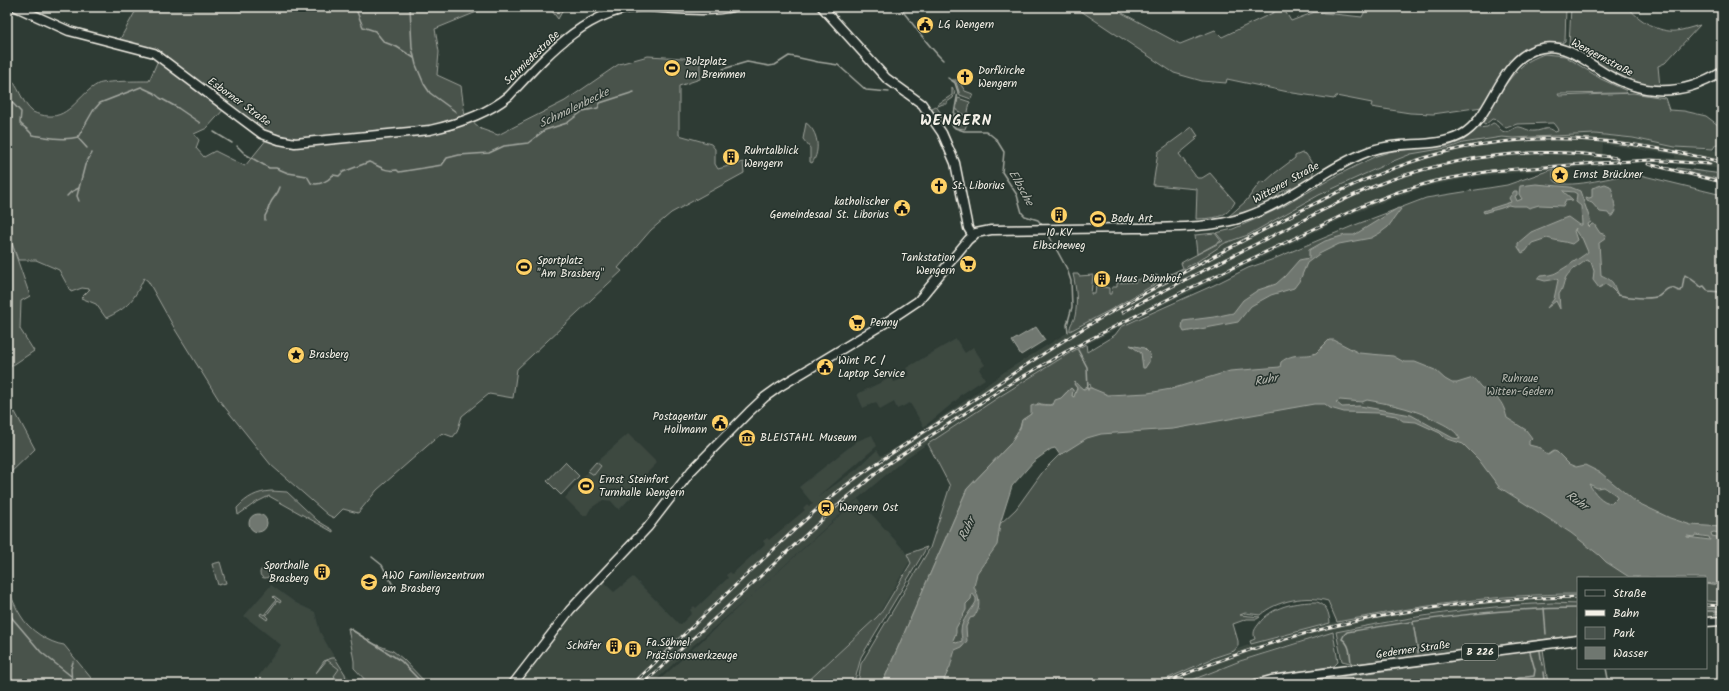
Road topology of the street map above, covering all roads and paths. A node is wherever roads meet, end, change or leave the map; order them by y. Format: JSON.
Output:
{"nodes":[{"id":1,"x":16,"y":7,"type":"edge"},
{"id":2,"x":733,"y":7,"type":"edge"},
{"id":3,"x":822,"y":7,"type":"edge"},
{"id":4,"x":1540,"y":48,"type":"joint"},
{"id":5,"x":1722,"y":72,"type":"edge"},
{"id":6,"x":464,"y":120,"type":"joint"},
{"id":7,"x":973,"y":236,"type":"junction"},
{"id":8,"x":1722,"y":620,"type":"edge"},
{"id":9,"x":1707,"y":622,"type":"edge"},
{"id":10,"x":1576,"y":640,"type":"edge"},
{"id":11,"x":513,"y":684,"type":"edge"},
{"id":12,"x":1256,"y":684,"type":"edge"}],
"edges":[{"from":1,"to":6,"type":"main road","name":"Esborner Straße"},
{"from":2,"to":6,"type":"main road","name":"Schmiedestraße"},
{"from":3,"to":7,"type":"main road"},
{"from":4,"to":5,"type":"main road","name":"Wengernstraße"},
{"from":4,"to":7,"type":"main road","name":"Wittener Straße"},
{"from":7,"to":11,"type":"main road"},
{"from":8,"to":9,"type":"main road"},
{"from":10,"to":12,"type":"main road","name":"Gederner Straße","number":"B 226"}]}
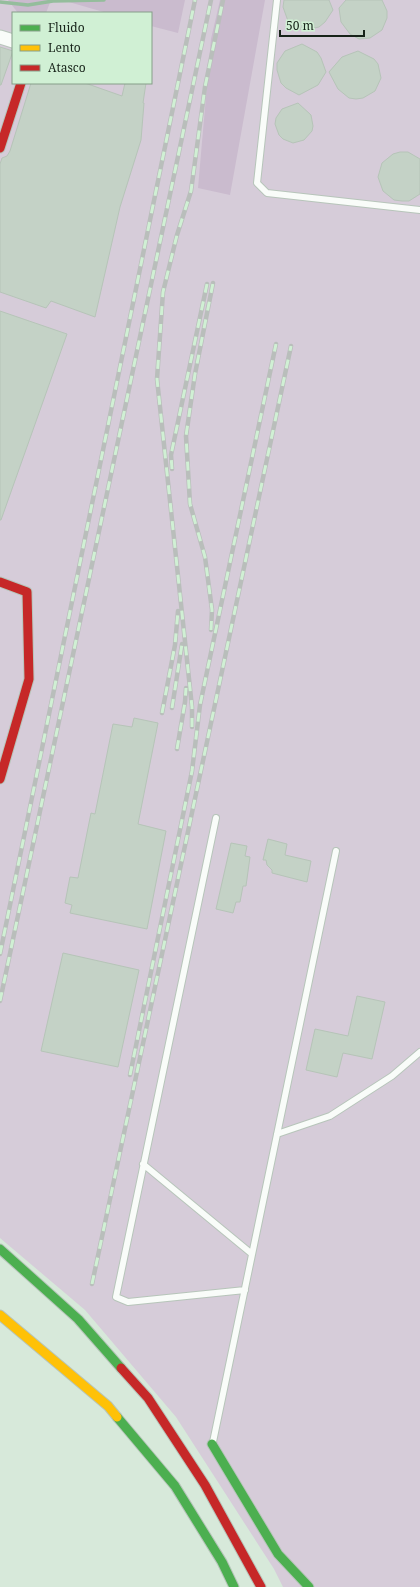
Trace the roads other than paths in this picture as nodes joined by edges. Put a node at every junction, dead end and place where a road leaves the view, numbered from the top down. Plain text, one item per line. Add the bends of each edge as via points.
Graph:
1 (277, 0) edge
2 (0, 37) edge
3 (12, 41) edge
4 (21, 84) edge
5 (0, 148) edge
6 (420, 210) edge
7 (0, 582) edge
8 (0, 779) edge
9 (216, 818) dead end
10 (336, 851) dead end
11 (420, 1052) edge
12 (277, 1134) junction
13 (143, 1164) junction
14 (0, 1249) edge
15 (252, 1254) junction
16 (244, 1290) junction
17 (0, 1315) edge
18 (212, 1444) joint
19 (222, 1562) junction
20 (231, 1587) edge
21 (234, 1587) edge
22 (261, 1587) edge
23 (309, 1587) edge

1 - 6 lane via 257,183 267,193
2 - 3 street
4 - 5 main road
7 - 8 main road via 27,592 29,680
9 - 13 lane
10 - 12 lane
11 - 12 lane via 392,1076 330,1116
12 - 15 lane
13 - 15 lane
13 - 16 lane via 116,1297 128,1302
14 - 22 main road via 78,1319 148,1398 205,1485
15 - 16 lane
16 - 18 lane
17 - 19 main road via 108,1406 175,1486
18 - 23 main road via 278,1554
19 - 20 lane
19 - 21 main road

____________________

## What is required:
Could you please write out the entries exactly as they are, with every picture left out?

## Solution:
Road topology of the street map above, covering all roads and paths. A node is wherever roads meet, end, change or leave the map; order them by y. Format: JSON.
Output:
{"nodes":[{"id":1,"x":16,"y":7,"type":"edge"},
{"id":2,"x":733,"y":7,"type":"edge"},
{"id":3,"x":822,"y":7,"type":"edge"},
{"id":4,"x":1540,"y":48,"type":"joint"},
{"id":5,"x":1722,"y":72,"type":"edge"},
{"id":6,"x":464,"y":120,"type":"joint"},
{"id":7,"x":973,"y":236,"type":"junction"},
{"id":8,"x":1722,"y":620,"type":"edge"},
{"id":9,"x":1707,"y":622,"type":"edge"},
{"id":10,"x":1576,"y":640,"type":"edge"},
{"id":11,"x":513,"y":684,"type":"edge"},
{"id":12,"x":1256,"y":684,"type":"edge"}],
"edges":[{"from":1,"to":6,"type":"main road","name":"Esborner Straße"},
{"from":2,"to":6,"type":"main road","name":"Schmiedestraße"},
{"from":3,"to":7,"type":"main road"},
{"from":4,"to":5,"type":"main road","name":"Wengernstraße"},
{"from":4,"to":7,"type":"main road","name":"Wittener Straße"},
{"from":7,"to":11,"type":"main road"},
{"from":8,"to":9,"type":"main road"},
{"from":10,"to":12,"type":"main road","name":"Gederner Straße","number":"B 226"}]}
Trace the roads other than paths in this picture as nodes joined by edges. Put a node at every junction, dead end and place where a road leaves the view, numbered from the top down. Plain text, one item per line. Add the bends of each edge as via points.
Graph:
1 (277, 0) edge
2 (0, 37) edge
3 (12, 41) edge
4 (21, 84) edge
5 (0, 148) edge
6 (420, 210) edge
7 (0, 582) edge
8 (0, 779) edge
9 (216, 818) dead end
10 (336, 851) dead end
11 (420, 1052) edge
12 (277, 1134) junction
13 (143, 1164) junction
14 (0, 1249) edge
15 (252, 1254) junction
16 (244, 1290) junction
17 (0, 1315) edge
18 (212, 1444) joint
19 (222, 1562) junction
20 (231, 1587) edge
21 (234, 1587) edge
22 (261, 1587) edge
23 (309, 1587) edge

1 - 6 lane via 257,183 267,193
2 - 3 street
4 - 5 main road
7 - 8 main road via 27,592 29,680
9 - 13 lane
10 - 12 lane
11 - 12 lane via 392,1076 330,1116
12 - 15 lane
13 - 15 lane
13 - 16 lane via 116,1297 128,1302
14 - 22 main road via 78,1319 148,1398 205,1485
15 - 16 lane
16 - 18 lane
17 - 19 main road via 108,1406 175,1486
18 - 23 main road via 278,1554
19 - 20 lane
19 - 21 main road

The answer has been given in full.